JJ: If the US get their hands on Assange, what fate awaits him.
CO: I think anything from execution, to life without parole, to a similar sentence to that Chelsea Manning got. I remember in 2010 when I first heard of Julian, I thought this is the guy in history who has pissed off the most amount of powerful people in the shortest amount of time. And he hasn’t backed off from the work he has chosen to do with his life and he is still upsetting lots of powerful people.
All he has done is what the New York Times and the Guardian and other newspapers did, which is to publish these leaked, classified documents. If they are going to pursue Julian, they should pursue the Guardian and the New York Times as well. That’s an argument still to be had. I suppose that if Julian stepped out of the embassy now, the police would arrest him and I assume that the Americans would have an extradition warrant ready for him. He could appeal that, and there would be some legal struggle in England, but I guess he would be put on trial in the United States.

JJ: In its first four years, WikiLeaks broke story after story that shook the powers of the world. Given his extraordinary achievements as a journalist and publisher, what do you think of Assange’s treatment by the mainstream media?

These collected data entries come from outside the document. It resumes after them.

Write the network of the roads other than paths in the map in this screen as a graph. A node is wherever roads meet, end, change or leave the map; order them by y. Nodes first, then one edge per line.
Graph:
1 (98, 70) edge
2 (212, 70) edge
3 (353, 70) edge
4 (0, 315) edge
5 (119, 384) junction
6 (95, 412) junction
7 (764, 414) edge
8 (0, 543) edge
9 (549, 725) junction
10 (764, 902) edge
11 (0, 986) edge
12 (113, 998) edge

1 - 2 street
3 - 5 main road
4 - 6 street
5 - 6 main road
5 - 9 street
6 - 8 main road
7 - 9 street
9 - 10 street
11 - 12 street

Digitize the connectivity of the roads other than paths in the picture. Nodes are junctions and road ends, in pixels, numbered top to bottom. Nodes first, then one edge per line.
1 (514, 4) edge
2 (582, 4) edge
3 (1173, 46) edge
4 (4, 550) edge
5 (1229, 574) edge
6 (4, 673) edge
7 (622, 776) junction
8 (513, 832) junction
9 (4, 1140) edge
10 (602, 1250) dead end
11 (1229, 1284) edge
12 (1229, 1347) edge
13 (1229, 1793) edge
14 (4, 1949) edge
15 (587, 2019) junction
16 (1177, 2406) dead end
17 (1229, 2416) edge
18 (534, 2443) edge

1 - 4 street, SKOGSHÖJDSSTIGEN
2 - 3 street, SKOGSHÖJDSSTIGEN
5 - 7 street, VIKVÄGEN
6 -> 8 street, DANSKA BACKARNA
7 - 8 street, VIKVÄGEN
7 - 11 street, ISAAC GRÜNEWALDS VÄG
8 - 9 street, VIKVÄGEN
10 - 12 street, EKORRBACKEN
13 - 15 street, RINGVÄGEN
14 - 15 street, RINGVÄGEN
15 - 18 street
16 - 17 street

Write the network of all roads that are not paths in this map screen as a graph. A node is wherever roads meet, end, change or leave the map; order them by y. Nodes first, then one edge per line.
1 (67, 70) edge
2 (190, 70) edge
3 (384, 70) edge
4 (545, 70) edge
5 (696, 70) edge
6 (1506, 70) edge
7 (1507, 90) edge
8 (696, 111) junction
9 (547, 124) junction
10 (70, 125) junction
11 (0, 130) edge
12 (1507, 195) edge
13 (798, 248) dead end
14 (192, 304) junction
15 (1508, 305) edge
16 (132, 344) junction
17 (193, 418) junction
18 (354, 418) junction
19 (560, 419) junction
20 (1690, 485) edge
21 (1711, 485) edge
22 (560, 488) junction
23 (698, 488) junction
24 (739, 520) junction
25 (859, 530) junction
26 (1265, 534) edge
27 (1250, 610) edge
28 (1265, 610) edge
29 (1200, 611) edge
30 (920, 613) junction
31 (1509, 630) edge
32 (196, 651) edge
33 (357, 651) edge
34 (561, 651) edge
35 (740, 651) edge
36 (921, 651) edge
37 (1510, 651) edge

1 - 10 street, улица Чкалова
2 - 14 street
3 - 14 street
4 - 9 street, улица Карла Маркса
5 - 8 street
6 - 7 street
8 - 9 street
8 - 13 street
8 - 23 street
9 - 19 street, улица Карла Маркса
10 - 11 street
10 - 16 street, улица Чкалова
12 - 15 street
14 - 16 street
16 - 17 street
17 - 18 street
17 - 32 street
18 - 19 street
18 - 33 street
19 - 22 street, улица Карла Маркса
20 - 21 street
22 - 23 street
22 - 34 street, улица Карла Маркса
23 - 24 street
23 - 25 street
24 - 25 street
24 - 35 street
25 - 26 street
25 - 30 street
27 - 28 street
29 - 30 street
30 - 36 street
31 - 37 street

CO: I think most contemptible has been for Guardian newspaper which he worked with on the releases in 2010, who’ve abandoned him and also abandoned other whistleblowers like Edward Snowden – people willing to put themselves at risk and then are exploited by what’s supposed to be a liberal left media newspaper.
The Guardian’s consistent character assassination and attacks on Julian has probably undercut what natural forces of support that would have come from England from the liberal left. There’s a lot of hostility to Julian in England, much more so than in Australia and United States, and that’s got a lot to do with the campaign the Guardian has run.
Why they have run these lines? There’s a number of different theories: one is that they detest him because he’s basically an Australian hippy kid and they are all upper class people who have gone through Oxford and Cambridge and they resent the rock star status that he had in 2010. But I was talking to a Guardian feature writer on one occasion and he said, no, it’s more serious than that. He said what journalists value is being the gatekeeper of secrets, who get to know how much they get to know and when they get to know. And WikiLeaks comes along with the primary data and throw it up in the air and says, go work it out yourself! So it kind of undermines and undercuts their economic base and their status as journalists.
The Guardian’s technique is to create cynicism around Julian to accuse him of being arrogant – as if they’re not! (laughs). And it really is a cowardly response from Australians, or the left in London, or whoever, to have a cynical position about someone who is indefinitely detained in London for exposing the machinations of the US war machine. It is outrageous and people need to be outraged by it.